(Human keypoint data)
──────

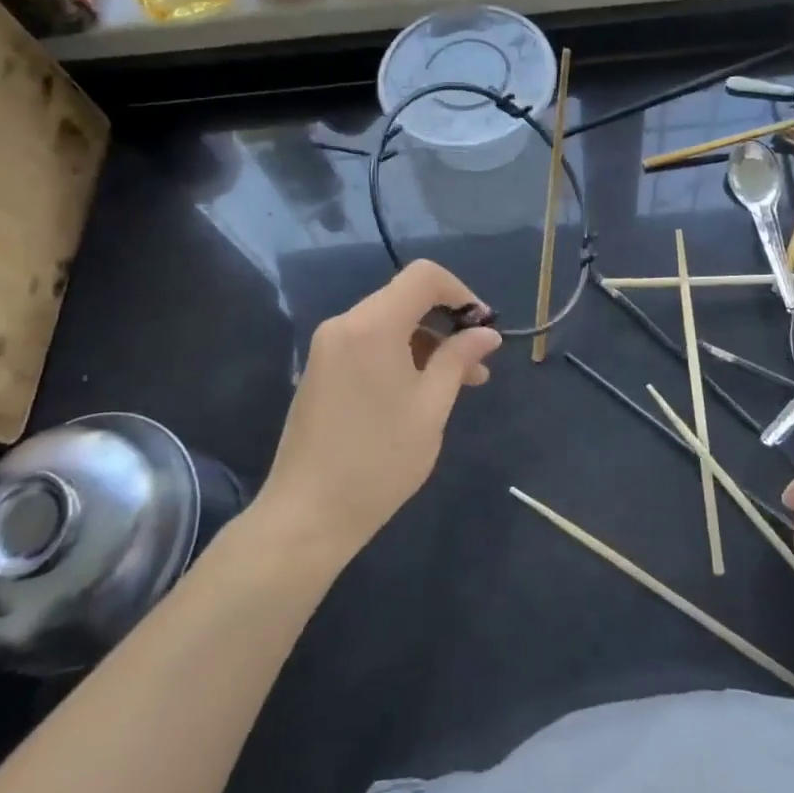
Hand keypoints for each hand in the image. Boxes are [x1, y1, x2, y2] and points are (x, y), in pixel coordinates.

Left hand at [256, 261, 501, 566]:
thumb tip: (487, 333)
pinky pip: (369, 344)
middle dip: (447, 323)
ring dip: (426, 343)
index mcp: (373, 325)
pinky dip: (400, 355)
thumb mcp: (431, 407)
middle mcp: (345, 324)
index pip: (423, 276)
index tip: (483, 327)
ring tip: (459, 384)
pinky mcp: (321, 370)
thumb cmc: (379, 461)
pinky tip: (421, 391)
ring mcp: (328, 347)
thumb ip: (459, 359)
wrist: (306, 516)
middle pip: (406, 299)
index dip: (460, 292)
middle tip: (478, 364)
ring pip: (389, 323)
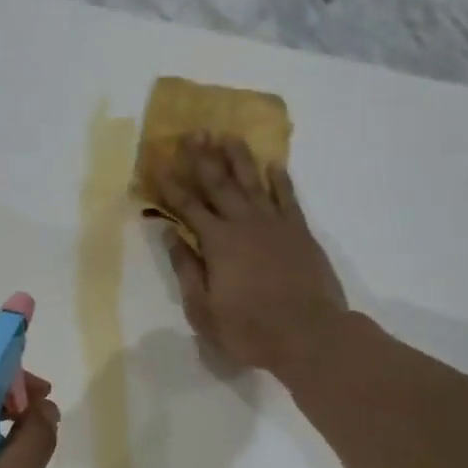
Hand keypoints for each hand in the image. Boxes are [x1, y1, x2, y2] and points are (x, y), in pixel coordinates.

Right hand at [154, 134, 349, 381]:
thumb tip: (172, 236)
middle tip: (192, 132)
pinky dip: (280, 178)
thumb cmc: (249, 330)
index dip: (171, 185)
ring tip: (227, 134)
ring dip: (238, 157)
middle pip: (219, 183)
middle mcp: (244, 224)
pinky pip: (288, 197)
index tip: (158, 163)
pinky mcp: (300, 232)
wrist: (309, 335)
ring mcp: (276, 225)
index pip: (187, 207)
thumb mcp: (203, 310)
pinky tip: (273, 164)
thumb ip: (187, 270)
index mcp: (217, 243)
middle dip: (202, 157)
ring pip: (254, 181)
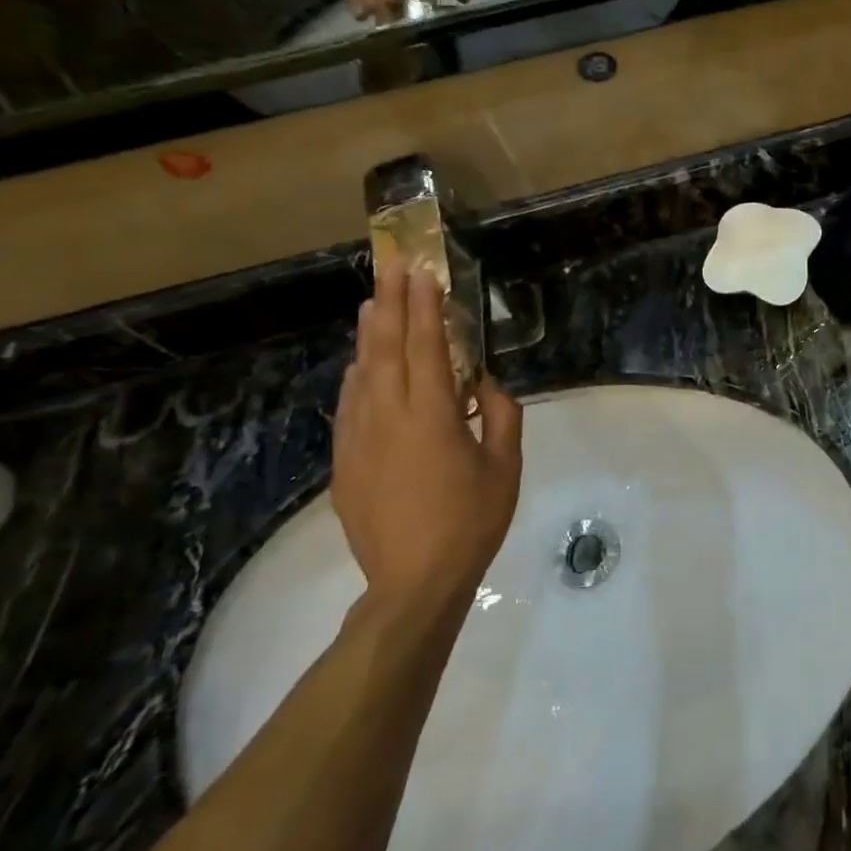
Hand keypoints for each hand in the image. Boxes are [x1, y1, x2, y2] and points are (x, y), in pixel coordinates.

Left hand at [332, 266, 522, 616]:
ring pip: (361, 373)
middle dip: (390, 304)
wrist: (413, 581)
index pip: (426, 347)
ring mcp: (359, 438)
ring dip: (368, 335)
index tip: (422, 273)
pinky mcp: (345, 461)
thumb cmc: (471, 521)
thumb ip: (501, 417)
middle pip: (386, 349)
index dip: (424, 307)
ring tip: (372, 304)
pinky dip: (356, 377)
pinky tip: (359, 366)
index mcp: (432, 415)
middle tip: (390, 269)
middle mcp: (388, 416)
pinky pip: (349, 405)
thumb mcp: (505, 468)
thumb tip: (487, 385)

──────

Print each record exactly as it stands, leaving the images out.

Exercise result.
Hand keypoints for each hand in the image. Boxes are [x1, y1, x2, y2] and points are (x, y), in pixel coordinates.

Left hand at [256, 261, 501, 566]:
thumb tip: (487, 333)
pinky pip: (369, 344)
middle dip: (447, 323)
ring dip: (426, 343)
index mcp: (373, 325)
pinky dip: (400, 355)
thumb mcp: (431, 407)
middle mcp: (345, 324)
index pip: (423, 276)
index tip: (483, 327)
ring tip: (459, 384)
pinky mcp: (321, 370)
thumb cmc: (379, 461)
pinky tip: (421, 391)
ring mcp: (328, 347)
thumb ip: (459, 359)
wrist: (306, 516)
middle pip: (406, 299)
index dip: (460, 292)
middle tip: (478, 364)
ring pip: (389, 323)
Hand keypoints for each hand in the image. Boxes are [x1, y1, x2, y2] and points are (x, y), in pixel coordinates.

Right hand at [154, 134, 349, 381]:
thumb tip: (172, 236)
middle tip: (192, 132)
pinky dip: (280, 178)
thumb cmc: (249, 330)
index dip: (171, 185)
ring tip: (227, 134)
ring dip: (238, 157)
middle pip: (219, 183)
middle mcp: (244, 224)
pinky pip: (288, 197)
index tip: (158, 163)
pinky mcp: (300, 232)
wrist: (309, 335)
ring mcp: (276, 225)
index pip: (187, 207)
thumb mcp: (203, 310)
pinky tip: (273, 164)
thumb ip: (187, 270)
index mcp: (217, 243)
middle dip: (202, 157)
ring pip: (254, 181)
Hand keypoints for each hand in the image. Boxes are [x1, y1, x2, y2] and points are (x, y), in pixel coordinates.

Left hand at [332, 266, 522, 616]:
ring pip: (361, 373)
middle dip: (390, 304)
wrist: (413, 581)
index pip: (426, 347)
ring mcp: (359, 438)
ring dip: (368, 335)
index tip: (422, 273)
pinky mcp: (345, 461)
thumb cmc: (471, 521)
thumb ip: (501, 417)
middle pip: (386, 349)
index dip: (424, 307)
ring tip: (372, 304)
pinky dip: (356, 377)
pinky tip: (359, 366)
index mcp: (432, 415)
middle tip: (390, 269)
middle mcp: (388, 416)
pinky pip: (349, 405)
thumb mcp: (505, 468)
thumb tip: (487, 385)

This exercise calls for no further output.